Task statement:
Your answer should be one number: the count of lines below that contain "canvas".
== Supplied material ==
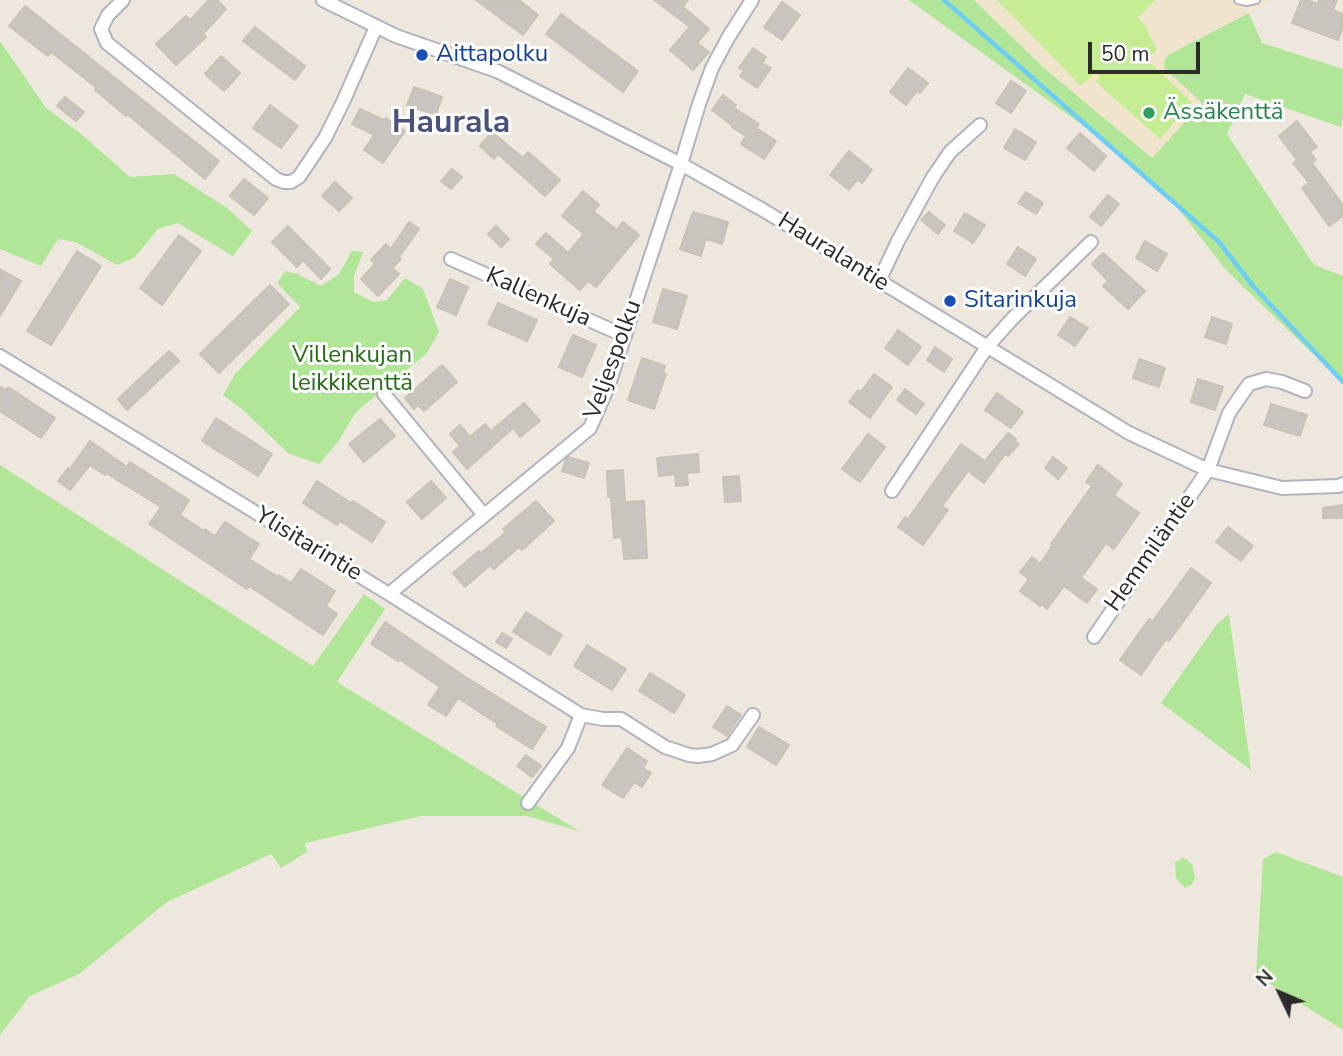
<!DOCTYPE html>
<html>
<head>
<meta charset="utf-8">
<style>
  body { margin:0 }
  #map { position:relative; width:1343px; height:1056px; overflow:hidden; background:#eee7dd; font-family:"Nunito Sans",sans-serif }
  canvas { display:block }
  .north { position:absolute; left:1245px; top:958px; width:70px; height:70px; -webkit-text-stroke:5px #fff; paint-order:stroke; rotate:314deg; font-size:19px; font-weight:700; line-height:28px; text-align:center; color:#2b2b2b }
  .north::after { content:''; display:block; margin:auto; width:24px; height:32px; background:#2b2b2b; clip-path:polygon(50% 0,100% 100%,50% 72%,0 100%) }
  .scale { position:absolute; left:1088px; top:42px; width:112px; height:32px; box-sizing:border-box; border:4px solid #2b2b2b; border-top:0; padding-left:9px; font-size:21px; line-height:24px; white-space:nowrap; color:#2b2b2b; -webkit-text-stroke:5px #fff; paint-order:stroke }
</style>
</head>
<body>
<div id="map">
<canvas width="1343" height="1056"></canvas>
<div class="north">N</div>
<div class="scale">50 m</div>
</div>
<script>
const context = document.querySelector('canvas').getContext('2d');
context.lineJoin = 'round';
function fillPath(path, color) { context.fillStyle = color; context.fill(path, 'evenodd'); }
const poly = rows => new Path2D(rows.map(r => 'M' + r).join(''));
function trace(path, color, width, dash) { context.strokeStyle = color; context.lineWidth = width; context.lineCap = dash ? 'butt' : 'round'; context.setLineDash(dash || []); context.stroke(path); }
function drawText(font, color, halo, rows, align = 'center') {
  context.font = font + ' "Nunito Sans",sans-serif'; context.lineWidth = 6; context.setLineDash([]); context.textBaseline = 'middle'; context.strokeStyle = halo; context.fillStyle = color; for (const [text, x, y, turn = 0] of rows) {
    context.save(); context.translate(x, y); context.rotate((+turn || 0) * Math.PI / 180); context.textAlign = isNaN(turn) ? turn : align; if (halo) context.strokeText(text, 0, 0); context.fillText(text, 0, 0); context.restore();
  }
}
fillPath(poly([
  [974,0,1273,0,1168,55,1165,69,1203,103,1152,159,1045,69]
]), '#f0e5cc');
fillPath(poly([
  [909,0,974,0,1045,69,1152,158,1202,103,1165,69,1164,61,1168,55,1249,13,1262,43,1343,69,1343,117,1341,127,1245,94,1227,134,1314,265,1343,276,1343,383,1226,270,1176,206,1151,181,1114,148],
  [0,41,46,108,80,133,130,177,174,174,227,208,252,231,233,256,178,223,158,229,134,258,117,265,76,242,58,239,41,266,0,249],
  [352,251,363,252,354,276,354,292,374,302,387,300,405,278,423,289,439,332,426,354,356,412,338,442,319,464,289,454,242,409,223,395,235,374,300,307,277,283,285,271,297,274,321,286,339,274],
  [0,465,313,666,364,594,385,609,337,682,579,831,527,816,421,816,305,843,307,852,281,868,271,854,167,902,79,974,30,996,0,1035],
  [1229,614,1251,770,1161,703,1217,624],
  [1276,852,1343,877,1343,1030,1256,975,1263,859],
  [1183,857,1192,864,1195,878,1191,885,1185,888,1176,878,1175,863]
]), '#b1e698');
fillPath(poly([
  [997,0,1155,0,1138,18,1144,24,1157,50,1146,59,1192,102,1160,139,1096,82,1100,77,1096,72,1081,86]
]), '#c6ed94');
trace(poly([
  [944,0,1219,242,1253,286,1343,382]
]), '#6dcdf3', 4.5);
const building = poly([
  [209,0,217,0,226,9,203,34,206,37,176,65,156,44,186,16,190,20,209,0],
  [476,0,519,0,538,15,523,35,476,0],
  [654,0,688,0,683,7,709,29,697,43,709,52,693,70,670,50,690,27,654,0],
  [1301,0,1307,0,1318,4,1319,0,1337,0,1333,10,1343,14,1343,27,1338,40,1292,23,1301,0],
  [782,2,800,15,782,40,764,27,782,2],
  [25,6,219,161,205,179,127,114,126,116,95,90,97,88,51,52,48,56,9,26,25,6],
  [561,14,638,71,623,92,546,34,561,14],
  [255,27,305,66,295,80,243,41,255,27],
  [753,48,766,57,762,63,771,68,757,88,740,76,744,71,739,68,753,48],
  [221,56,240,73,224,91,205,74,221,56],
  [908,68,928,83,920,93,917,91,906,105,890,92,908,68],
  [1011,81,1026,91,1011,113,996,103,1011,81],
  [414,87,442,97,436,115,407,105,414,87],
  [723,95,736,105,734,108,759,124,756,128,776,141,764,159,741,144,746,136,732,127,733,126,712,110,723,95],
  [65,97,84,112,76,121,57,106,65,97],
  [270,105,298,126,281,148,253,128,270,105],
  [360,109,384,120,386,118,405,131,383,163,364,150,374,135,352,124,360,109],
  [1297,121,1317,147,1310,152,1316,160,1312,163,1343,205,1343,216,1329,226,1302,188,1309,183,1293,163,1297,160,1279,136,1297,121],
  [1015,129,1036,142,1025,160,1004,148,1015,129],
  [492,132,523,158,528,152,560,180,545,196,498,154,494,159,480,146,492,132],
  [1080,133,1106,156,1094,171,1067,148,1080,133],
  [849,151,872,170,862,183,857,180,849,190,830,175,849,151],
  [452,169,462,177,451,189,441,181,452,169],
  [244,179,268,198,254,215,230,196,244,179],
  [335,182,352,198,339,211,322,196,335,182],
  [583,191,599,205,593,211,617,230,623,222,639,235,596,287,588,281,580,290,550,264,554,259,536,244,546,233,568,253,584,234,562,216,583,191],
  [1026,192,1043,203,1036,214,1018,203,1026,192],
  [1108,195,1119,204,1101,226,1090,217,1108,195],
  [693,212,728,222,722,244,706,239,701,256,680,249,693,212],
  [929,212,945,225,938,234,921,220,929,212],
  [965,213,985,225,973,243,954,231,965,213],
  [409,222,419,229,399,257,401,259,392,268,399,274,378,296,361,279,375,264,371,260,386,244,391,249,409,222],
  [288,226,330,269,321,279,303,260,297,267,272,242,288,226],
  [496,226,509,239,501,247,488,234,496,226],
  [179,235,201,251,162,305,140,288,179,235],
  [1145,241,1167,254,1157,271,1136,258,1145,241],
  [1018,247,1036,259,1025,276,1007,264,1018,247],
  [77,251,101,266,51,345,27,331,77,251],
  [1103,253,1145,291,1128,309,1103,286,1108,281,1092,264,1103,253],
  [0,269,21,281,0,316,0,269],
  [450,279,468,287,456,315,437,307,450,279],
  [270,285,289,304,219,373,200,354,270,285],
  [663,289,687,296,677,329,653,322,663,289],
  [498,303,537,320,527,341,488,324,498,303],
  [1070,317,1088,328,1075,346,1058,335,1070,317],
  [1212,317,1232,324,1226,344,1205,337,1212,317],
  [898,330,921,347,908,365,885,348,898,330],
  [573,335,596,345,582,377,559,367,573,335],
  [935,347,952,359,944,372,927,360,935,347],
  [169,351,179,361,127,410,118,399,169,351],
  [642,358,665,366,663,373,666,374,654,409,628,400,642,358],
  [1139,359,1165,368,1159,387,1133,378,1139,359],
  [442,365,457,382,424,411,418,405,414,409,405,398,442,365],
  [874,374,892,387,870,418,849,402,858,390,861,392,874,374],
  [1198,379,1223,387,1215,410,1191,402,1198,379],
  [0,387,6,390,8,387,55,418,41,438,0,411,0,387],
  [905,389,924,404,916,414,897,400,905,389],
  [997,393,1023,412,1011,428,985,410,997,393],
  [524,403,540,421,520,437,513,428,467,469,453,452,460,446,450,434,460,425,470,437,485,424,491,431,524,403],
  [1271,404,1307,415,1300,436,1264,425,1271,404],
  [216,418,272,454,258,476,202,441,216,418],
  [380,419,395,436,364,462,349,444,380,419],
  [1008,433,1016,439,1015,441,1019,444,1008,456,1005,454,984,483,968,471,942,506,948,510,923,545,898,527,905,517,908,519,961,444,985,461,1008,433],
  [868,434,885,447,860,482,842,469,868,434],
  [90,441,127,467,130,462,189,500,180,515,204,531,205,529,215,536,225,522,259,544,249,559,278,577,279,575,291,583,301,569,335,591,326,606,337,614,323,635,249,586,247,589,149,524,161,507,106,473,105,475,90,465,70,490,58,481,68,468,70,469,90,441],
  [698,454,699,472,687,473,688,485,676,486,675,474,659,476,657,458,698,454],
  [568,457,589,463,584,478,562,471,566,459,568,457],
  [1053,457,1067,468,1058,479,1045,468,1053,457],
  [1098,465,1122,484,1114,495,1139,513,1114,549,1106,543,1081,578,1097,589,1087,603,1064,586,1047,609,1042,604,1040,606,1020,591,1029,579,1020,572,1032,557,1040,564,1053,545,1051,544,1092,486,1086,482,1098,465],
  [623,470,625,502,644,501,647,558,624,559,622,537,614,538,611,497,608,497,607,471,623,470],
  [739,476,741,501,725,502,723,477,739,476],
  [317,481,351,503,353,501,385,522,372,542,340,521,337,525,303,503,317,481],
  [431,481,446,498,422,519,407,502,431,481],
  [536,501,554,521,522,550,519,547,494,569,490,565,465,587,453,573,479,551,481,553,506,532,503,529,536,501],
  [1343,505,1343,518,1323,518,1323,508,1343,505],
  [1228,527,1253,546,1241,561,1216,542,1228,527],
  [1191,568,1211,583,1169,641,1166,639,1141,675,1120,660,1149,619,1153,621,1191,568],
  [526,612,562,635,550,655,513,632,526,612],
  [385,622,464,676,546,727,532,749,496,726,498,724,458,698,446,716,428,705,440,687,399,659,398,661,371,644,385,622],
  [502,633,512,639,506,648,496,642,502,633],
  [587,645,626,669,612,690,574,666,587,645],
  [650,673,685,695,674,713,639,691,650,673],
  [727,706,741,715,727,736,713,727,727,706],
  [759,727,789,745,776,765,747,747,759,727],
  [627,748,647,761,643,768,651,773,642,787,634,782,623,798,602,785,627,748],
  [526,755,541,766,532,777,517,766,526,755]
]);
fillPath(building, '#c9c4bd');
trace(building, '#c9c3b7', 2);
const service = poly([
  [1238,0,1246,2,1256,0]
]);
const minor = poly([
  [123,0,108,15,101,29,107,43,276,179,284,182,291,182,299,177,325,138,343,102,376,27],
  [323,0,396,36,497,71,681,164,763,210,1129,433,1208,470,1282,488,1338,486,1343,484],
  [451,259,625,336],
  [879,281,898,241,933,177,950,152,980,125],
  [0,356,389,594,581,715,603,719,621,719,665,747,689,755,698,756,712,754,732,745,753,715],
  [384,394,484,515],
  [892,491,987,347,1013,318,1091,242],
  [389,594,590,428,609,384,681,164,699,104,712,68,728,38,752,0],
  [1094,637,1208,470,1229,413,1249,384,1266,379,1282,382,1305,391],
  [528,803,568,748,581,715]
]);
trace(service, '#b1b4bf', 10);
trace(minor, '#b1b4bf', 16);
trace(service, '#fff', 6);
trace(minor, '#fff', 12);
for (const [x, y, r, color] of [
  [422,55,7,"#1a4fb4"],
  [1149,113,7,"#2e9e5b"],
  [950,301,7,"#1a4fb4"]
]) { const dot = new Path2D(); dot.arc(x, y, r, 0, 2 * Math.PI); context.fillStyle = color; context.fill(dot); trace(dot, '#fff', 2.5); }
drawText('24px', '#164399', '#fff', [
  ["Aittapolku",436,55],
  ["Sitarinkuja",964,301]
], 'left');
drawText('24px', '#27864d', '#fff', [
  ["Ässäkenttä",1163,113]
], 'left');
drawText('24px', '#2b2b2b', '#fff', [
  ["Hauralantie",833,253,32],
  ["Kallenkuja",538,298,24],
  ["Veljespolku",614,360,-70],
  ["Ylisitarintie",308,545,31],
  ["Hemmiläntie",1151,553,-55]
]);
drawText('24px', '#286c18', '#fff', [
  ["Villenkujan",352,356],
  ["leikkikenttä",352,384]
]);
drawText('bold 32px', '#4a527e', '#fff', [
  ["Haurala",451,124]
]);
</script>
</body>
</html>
===
Your response:
3